The majority of vehicle simulations are for vehicles in optimal or close to optimal conditions. However, evaluating the vehicle which is in a worn condition can severely inhibit its performance and greatly increase peak loads. This can accelerate the degradation of the bushes further, and also cause dangerous handling characteristics.
For this blog post I wanted to investigate the effect of degraded bushes on both peak forces and the performance of a vehicle compared to one with non-degraded bushes.
Creating Degraded Bushes
Degraded bushes can result in a range of undesired effects, in some cases bushes could degrade and get harder or get softer. But the most common result of a degraded bush or joint that I’ve come across is lash being introduced.

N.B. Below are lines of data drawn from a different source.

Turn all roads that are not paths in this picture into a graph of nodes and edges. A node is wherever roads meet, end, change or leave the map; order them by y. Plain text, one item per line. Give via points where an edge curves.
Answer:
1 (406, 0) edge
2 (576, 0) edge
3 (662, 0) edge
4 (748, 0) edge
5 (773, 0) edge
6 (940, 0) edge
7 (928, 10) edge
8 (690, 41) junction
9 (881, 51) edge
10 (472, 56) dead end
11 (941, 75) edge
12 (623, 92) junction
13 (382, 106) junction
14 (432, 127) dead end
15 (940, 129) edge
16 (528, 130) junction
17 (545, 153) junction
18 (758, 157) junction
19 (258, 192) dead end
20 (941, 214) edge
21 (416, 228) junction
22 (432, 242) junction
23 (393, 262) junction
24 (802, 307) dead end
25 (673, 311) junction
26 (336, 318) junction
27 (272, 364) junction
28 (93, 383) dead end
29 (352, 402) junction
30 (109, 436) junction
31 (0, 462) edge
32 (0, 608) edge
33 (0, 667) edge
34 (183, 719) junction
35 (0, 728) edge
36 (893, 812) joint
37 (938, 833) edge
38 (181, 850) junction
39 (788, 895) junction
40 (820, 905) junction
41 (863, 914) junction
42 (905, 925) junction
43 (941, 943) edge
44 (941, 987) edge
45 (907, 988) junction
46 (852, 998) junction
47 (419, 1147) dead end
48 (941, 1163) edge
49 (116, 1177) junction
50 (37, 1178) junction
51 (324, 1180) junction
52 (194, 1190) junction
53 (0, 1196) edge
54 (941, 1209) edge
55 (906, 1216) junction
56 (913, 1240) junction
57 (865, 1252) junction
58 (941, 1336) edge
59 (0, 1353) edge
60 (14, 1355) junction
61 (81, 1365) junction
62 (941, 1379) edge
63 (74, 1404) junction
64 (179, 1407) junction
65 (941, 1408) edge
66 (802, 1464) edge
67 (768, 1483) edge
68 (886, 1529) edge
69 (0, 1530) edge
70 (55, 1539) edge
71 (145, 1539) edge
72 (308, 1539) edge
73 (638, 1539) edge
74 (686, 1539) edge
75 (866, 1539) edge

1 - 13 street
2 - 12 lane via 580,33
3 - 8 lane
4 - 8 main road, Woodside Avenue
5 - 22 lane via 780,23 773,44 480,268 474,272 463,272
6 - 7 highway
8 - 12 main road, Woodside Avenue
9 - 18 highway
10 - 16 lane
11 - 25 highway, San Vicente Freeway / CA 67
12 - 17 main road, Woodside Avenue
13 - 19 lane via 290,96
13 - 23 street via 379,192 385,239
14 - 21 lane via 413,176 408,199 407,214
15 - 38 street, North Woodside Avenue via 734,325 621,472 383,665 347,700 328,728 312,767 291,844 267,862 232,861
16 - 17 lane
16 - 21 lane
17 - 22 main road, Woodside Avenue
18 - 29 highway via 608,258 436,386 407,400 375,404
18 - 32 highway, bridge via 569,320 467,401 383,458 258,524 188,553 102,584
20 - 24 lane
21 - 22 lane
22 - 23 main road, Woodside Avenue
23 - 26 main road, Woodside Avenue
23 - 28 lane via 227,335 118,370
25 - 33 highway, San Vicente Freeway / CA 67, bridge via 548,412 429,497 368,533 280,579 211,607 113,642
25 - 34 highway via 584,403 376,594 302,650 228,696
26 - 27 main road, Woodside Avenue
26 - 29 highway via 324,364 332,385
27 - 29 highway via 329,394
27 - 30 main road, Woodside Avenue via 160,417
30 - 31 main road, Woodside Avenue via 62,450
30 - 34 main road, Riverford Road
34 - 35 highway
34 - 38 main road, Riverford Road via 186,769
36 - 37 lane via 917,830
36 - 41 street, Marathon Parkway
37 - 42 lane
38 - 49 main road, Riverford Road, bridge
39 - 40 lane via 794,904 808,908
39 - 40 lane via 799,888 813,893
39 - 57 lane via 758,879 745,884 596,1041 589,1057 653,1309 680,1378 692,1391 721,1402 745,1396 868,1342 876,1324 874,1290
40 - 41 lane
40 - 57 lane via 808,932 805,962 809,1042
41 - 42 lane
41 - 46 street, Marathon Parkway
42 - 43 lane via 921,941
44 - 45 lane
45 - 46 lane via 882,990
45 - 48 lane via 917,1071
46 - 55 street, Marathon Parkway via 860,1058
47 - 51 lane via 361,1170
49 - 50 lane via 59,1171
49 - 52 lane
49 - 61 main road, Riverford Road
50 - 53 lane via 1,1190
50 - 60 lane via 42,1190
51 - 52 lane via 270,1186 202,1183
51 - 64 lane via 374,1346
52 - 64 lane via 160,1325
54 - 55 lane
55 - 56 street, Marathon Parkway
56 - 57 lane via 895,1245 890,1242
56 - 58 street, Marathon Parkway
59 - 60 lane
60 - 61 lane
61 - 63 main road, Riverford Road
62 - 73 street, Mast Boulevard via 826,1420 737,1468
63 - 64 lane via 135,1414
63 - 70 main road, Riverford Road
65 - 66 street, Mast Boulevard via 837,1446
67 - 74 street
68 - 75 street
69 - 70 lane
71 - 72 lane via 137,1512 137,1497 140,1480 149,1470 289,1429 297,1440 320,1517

To model this effect, a new bush model needed to be created, as all pre-existing bush models produce damping forces in both directions along each axis, regardless of position. This is correct for bushes that haven’t separated from the bush material. But if the bush has separated and can move freely between two surfaces then the damping will only react against the compression of the side it’s contacting. This effect was key to make sure that the motion was as realistic as possible.
To implement this I duplicated an existing bush model (Claytex.Mechanics.MultiBody.Bushes.Components.NonLinearBush) which relies on 1D spring damper models for each degree of freedom. This made it simple to replace the 1D spring dampers with another simple lash model (Claytex.Mechanics.Translational.SpringsAndDampers.LinearDeadZone).
Figure 1: Bush model with Lash 1D spring dampers.
This resulted in a linear spring-damper effect with prescribed stiffness, damping and gap.
Applying Degraded Bushes to Suspension
Given I created the degraded bush model by extending the bush interface (Claytex.Mechanics.MultiBody.Bushes.BaseClasses.Bush), this allows me to redeclare them into any joint. Duplicating Suspensions.QuarterCar.Front.DoubleWishboneBushed allows me to replace all bushes and apply applicable stiffness, damping and lash to each joint.
All inner wishbone mounts and the outer tie/track rod ends were given lash and constant stiffness and damping.
Figure 2: Front Quarter car model with bushes with lash.
I used the RoadsterSportMTRT as a base, which uses double wishbone suspension front and rear. This allowed a direct back to back comparison between the performance with or without a degraded bush.
The first test was a check of the kinematics and load difference between the two linkages. There were significant changes resulting in the degraded bushes, in both regards.
Figure 3: Toe angle comparison (Linear bushes vs Degraded linear bushes)
Figure 4: Camber angle comparison (Linear bushes vs Degraded linear bushes)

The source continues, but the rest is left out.